People Shoving Food In Their Mouths - Not McDonald's or Burger King - Make People Fat

This Study recently published in the Lancet is outrageous. Their claim is that fast food, in and of itself, causes type-2 Diabetes, obesity and heart problems. They say that they have controlled for all other variables and that fast food consumption more than three times per week leads to the aforementioned health problems. The only problem is that there is no controlling for the variable of personal responsibility. Only persons living in caves for the last fifty years would not have at least some idea that fast food is not good for you. Yes, it is quick and inexpensive, but that comes at a price. Much like the tobacco companies, the fast food industry has been attacked in recent years for peddling a product which can have bad health problems. And, like the tobacco companies, never is the choice of the person to smoke or eat fast food taken into account. Now the tobacco companies have been harshly - and rightfully so- punished for advertising to kids and covering up their own evidence that nicotine is addictive and causes cancer. However, fast food companies, to my knowledge, do not put "addictive chemicals that make you crave it fortnightly" (special acknowledgment to anyone who correctly identifies that movie quote), and there is no law against their marketing to children. In a related article, one researcher is quoted as saying:

Fast-food restaurants may argue that the evidence that customers are being super-sized by their meals is too weak. But should customers not be given the benefit of the doubt? Appropriate action would be to reduce portions to normal sizes, and to sell burgers of lean meat, whole-grain bread or buns, fat-reduced mayonnaise, more vegetables, lower-fat fried potatoes, and reduced-sugar soft drinks. Although the price may be increased, at least such changes in fast-food meals can have no adverse health effects.

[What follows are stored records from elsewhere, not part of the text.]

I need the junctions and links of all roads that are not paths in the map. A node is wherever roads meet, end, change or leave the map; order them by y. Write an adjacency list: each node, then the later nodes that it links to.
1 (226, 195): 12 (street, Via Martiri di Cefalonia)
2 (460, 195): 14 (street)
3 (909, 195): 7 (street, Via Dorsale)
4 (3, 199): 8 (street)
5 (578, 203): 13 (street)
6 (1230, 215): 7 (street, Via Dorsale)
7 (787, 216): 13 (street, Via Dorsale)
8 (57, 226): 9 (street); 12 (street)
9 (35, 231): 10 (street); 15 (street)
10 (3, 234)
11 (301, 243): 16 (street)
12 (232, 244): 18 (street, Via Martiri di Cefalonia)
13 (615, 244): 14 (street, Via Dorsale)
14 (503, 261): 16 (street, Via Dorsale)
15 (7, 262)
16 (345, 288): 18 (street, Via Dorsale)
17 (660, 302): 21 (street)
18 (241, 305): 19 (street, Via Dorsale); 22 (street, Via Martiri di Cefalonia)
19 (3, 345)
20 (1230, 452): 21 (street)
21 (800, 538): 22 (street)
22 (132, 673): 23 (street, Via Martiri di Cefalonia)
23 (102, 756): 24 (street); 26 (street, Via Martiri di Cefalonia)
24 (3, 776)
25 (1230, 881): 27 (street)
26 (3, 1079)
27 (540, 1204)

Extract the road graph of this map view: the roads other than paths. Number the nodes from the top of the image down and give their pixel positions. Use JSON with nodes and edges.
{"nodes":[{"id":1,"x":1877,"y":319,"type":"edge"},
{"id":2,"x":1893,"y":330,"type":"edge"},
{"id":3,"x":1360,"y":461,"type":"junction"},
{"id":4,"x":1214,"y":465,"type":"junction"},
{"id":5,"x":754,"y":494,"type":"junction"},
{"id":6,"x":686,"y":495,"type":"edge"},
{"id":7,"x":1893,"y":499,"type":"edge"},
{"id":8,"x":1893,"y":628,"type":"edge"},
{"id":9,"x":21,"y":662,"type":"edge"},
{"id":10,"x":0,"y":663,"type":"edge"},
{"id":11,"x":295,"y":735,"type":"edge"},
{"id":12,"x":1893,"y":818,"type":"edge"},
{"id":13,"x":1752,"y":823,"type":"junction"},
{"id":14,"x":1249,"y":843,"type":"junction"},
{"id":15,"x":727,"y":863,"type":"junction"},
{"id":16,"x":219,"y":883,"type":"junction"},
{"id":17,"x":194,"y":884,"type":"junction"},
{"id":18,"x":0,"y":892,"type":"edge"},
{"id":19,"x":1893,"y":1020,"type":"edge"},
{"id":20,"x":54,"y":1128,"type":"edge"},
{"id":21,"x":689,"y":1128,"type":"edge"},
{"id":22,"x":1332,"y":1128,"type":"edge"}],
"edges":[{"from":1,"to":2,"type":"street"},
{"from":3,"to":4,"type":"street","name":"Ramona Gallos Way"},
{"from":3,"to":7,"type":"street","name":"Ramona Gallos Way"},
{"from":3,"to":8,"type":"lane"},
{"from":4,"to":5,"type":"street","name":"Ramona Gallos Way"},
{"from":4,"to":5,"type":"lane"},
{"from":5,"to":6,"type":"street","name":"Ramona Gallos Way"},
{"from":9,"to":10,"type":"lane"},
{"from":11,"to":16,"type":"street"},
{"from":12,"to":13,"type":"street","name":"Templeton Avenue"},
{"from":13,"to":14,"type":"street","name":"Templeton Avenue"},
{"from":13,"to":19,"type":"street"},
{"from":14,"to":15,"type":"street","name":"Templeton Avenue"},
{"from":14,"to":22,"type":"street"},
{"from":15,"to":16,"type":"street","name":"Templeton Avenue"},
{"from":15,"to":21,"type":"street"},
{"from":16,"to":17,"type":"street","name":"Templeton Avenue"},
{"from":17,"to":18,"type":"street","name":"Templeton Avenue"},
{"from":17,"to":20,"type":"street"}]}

The only problem is that there is no evidence that the above meal is any better. Moreover, just by changing the composition of the fast food, you do nothing to the food one eats at home. I guess the next logical step is to outlaw selling anything that the Lancet thinks is bad for your health.

Another big problems here is that there are huge behavioral differences in people that manifest as a propensity to eat fast food, smoke, drink or engage in other unhealthy activities, or not. A case in point: several years ago, a large clinical trial looking at women who had taken hormone replacement therapy made the conclusion that the HRT dramatically lowered the incidence of heart disease and osteoporosis. We later found out that this conclusion was not correct. What really had happened is that all the women who were taking HRT generally were more health conscious. They tended to have a more healthy diet and exercised more. Healthy eating lead to better heart health and exercise lead to decrease in osteoporosis. When the study was repeated, this time in a prospective fashion so as to control more variables, the previous conclusions were not borne out. This is the problem with most large retrospective studies - there is no control of many confounding variables. So does fast food cause type-2 diabetes - we do not know. The only way to tell would be to have one group eat fast food 3 times per week and another group not eat the fast food and have both groups eat the exact same diet otherwise, participate in the same amount of exercise and all participants must have the same genetic predisposition to diabetes. We will never know the answer.

Finally, the attack on the fast food industry is another example of trying to take care of the symptom, instead of the problem. As a doctor, I would never give pain medication alone for an infection. While this would dull the pain, it simply would not solve the problem. Here, the fast food industry is not the problem, personal choice and irresponsibility are the problem. Trying to regulate or eliminate the symptom will not change the fact that there is no social doctrine which says that staying healthy so as not to unduly stress the resources of your community is wrong and borders on immoral. So enjoy your Whopper or Big Mac, just don't do it too often, eat reasonably at other times and exercise - these are the things will keep you from getting fat.

UPDATE: Maybe the fact that Obesity is rising sharply among US preschoolers has something to do with why they are becoming diabetic earlier.

Update #2: Anonymous correctly identified the quote as being from "So I Married An Axe Murderer" but inocrrectly identified it as awful.